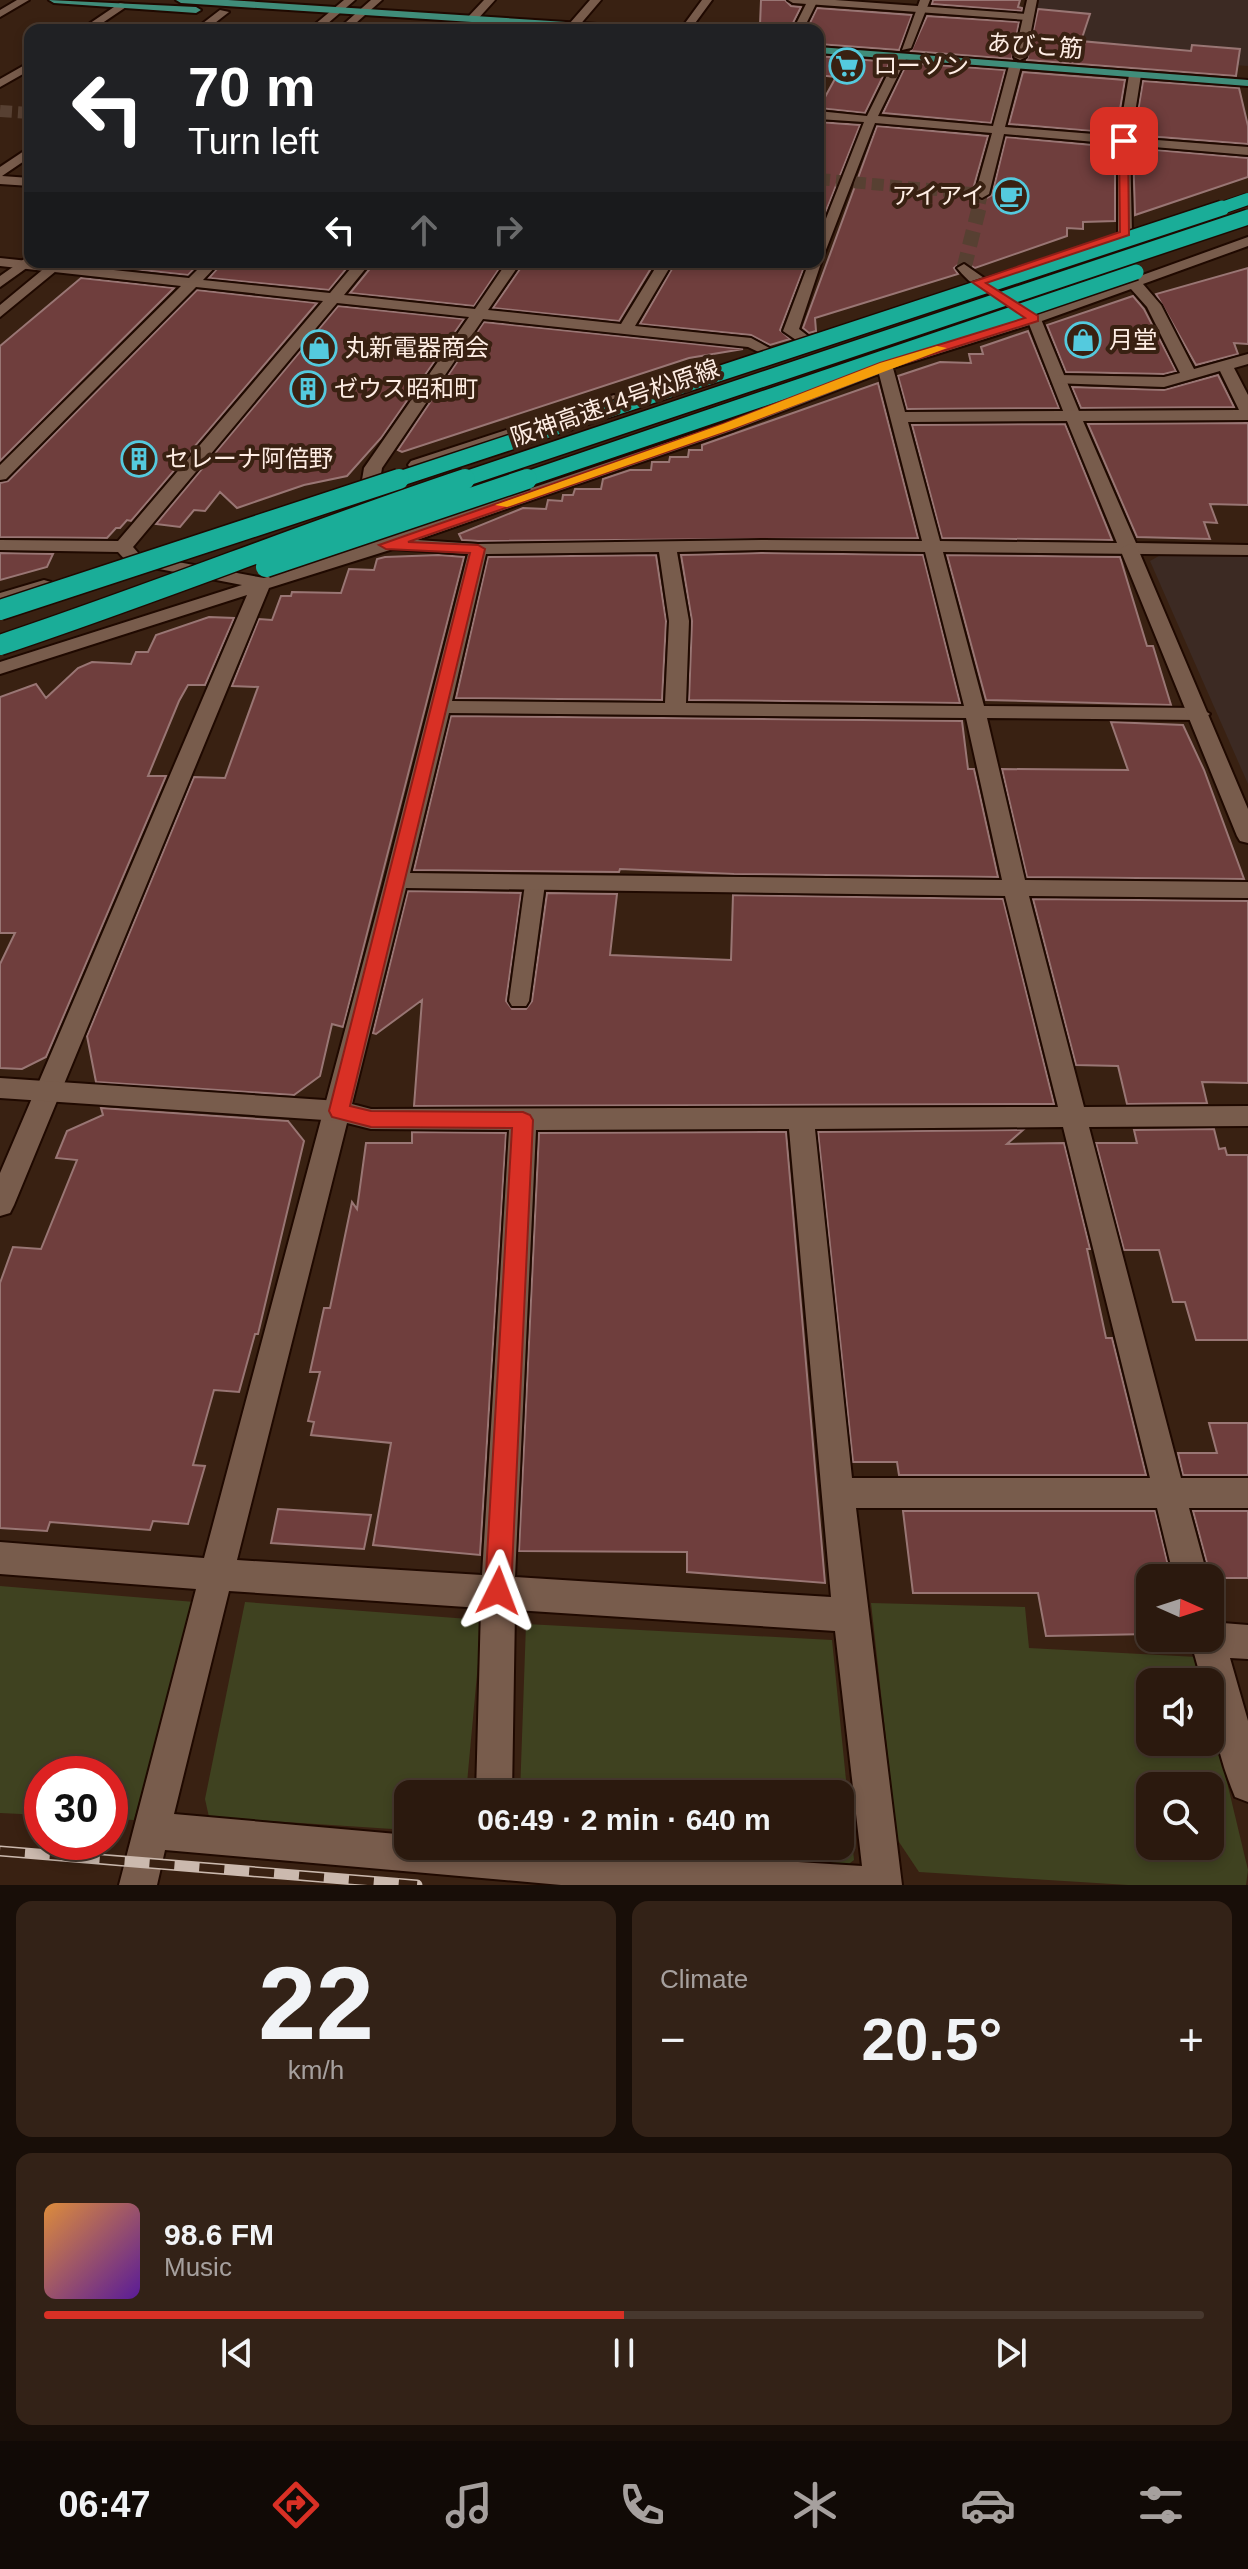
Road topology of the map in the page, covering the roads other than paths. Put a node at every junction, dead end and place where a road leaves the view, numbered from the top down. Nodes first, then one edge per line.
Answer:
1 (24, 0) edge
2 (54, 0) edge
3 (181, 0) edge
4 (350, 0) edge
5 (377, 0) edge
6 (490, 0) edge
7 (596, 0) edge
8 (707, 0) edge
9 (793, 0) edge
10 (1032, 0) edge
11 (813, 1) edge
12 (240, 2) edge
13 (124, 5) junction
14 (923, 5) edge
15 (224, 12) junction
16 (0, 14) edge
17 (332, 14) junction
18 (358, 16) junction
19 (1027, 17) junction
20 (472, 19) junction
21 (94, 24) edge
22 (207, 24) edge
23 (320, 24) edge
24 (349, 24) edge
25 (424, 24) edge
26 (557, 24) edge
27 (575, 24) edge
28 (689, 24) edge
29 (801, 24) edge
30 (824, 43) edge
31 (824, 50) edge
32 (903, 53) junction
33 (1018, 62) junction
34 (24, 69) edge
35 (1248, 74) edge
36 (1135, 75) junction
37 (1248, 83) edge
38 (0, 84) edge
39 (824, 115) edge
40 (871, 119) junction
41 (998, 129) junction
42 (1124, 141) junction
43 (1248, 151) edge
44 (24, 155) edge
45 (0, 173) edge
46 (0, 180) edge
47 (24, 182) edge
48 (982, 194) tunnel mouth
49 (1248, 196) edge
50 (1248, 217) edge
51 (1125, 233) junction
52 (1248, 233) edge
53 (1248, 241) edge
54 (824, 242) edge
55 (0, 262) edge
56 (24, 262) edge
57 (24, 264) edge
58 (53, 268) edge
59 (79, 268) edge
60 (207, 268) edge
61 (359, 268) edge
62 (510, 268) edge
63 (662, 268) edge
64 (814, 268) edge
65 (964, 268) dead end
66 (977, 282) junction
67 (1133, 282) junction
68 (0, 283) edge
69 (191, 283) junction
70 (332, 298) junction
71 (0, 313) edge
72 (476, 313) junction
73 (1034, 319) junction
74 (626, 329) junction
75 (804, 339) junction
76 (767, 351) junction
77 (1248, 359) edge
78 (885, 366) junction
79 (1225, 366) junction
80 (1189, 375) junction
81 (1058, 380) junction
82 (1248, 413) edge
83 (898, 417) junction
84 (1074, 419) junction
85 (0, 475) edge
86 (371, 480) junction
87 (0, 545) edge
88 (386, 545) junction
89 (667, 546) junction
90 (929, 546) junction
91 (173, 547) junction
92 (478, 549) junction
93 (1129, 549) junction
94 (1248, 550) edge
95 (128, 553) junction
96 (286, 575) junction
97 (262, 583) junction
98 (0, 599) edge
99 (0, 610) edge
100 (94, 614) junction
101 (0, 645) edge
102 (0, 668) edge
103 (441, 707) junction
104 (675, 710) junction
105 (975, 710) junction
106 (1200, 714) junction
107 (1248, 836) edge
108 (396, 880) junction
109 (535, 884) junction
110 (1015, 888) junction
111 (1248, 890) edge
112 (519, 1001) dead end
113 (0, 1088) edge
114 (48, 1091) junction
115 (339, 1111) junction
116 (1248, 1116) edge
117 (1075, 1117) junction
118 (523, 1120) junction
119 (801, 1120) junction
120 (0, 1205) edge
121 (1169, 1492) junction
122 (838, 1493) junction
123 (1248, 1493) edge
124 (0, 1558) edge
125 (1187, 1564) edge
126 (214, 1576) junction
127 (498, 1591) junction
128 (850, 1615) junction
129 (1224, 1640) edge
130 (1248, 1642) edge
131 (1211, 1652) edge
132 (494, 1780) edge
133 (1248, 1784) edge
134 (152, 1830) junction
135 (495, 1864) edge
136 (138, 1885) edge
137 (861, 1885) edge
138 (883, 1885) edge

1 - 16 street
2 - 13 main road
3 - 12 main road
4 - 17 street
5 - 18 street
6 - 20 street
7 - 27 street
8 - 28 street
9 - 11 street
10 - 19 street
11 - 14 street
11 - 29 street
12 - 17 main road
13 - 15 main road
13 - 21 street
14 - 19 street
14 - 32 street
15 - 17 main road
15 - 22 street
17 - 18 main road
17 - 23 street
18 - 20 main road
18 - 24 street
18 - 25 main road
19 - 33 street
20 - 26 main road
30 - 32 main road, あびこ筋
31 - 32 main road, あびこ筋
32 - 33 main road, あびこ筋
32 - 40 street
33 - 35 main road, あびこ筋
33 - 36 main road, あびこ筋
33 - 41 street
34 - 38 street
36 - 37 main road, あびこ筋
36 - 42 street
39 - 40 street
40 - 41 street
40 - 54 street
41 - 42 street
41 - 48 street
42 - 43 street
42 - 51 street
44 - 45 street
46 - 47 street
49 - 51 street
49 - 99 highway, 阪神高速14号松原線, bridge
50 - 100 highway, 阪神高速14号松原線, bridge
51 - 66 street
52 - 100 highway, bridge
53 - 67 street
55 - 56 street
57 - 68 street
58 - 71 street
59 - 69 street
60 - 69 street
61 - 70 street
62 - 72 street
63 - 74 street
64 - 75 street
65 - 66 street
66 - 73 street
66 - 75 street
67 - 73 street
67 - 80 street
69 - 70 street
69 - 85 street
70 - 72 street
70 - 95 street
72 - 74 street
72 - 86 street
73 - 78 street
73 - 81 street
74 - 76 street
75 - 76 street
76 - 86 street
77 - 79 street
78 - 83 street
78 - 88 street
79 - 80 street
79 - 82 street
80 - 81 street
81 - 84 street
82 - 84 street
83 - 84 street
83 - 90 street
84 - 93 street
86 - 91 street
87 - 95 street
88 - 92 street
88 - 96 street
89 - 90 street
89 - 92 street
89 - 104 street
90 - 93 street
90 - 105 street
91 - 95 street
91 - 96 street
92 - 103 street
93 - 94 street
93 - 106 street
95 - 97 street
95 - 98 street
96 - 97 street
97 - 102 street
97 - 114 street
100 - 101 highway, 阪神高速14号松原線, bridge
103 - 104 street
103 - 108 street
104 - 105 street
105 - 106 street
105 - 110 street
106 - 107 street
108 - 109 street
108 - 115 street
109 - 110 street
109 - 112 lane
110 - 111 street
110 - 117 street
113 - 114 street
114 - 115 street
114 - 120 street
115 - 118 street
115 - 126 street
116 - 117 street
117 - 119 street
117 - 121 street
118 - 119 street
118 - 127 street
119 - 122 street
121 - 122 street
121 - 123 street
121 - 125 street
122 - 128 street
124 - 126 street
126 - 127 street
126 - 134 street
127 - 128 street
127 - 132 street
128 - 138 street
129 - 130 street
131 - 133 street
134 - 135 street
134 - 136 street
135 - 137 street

...

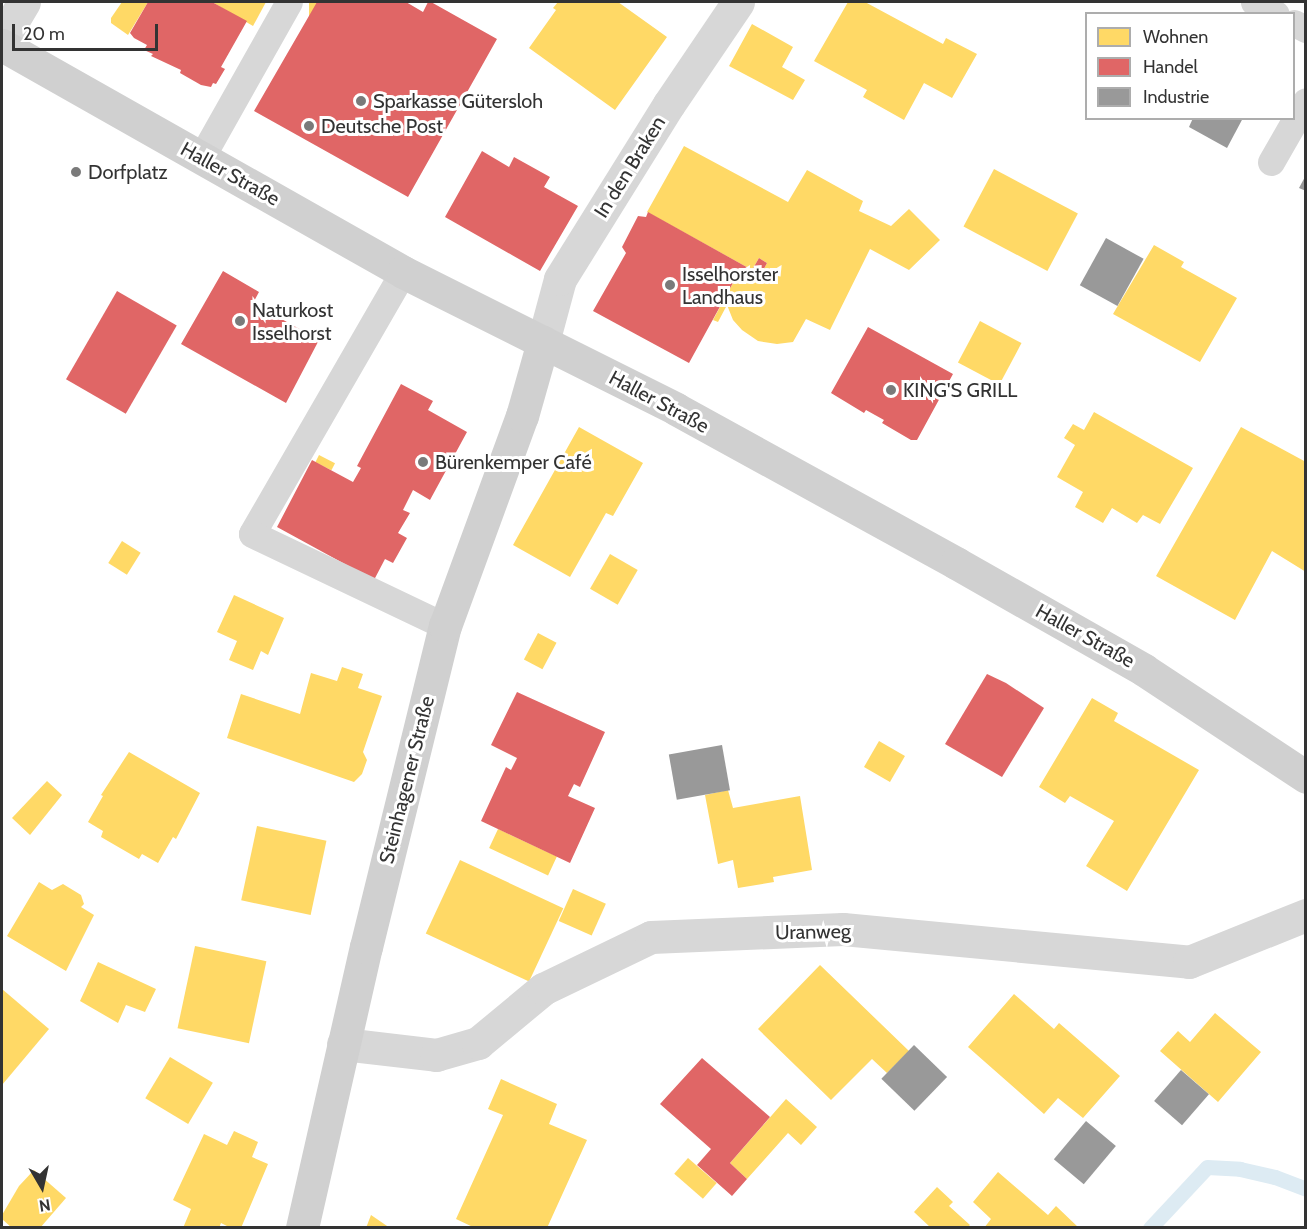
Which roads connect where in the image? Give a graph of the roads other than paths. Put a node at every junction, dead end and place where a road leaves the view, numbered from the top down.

### Work required:
Count the lines in the preceding entries that contain the string "leaves", and state only the resulting number.

### Answer:
2